## Exercise objective
Report each line from the entries in which "ring" can be found.

## Supplied data
____________
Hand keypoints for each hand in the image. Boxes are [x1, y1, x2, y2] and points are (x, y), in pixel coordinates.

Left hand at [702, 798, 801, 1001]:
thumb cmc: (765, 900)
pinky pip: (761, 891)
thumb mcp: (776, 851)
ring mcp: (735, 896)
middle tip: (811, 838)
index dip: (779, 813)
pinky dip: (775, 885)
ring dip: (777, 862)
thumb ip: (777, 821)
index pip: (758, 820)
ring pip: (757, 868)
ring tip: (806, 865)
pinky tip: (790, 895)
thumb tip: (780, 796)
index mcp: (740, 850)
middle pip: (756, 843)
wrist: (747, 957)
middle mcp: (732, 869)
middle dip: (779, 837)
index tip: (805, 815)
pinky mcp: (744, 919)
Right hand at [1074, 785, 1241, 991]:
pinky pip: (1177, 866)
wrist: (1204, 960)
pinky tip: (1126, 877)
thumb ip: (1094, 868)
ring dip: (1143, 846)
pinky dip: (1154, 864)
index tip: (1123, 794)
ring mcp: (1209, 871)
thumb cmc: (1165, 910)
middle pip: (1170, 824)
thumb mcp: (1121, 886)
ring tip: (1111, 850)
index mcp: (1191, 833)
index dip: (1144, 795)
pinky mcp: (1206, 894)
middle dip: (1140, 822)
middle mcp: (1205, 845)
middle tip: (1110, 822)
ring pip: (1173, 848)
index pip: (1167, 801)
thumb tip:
____________
## Result for this task
ring mcp: (735, 896)
ring dip: (777, 862)
ring pip: (757, 868)
ring tip: (806, 865)
ring dip: (1143, 846)
ring mcp: (1209, 871)
ring tip: (1111, 850)
ring pip: (1173, 848)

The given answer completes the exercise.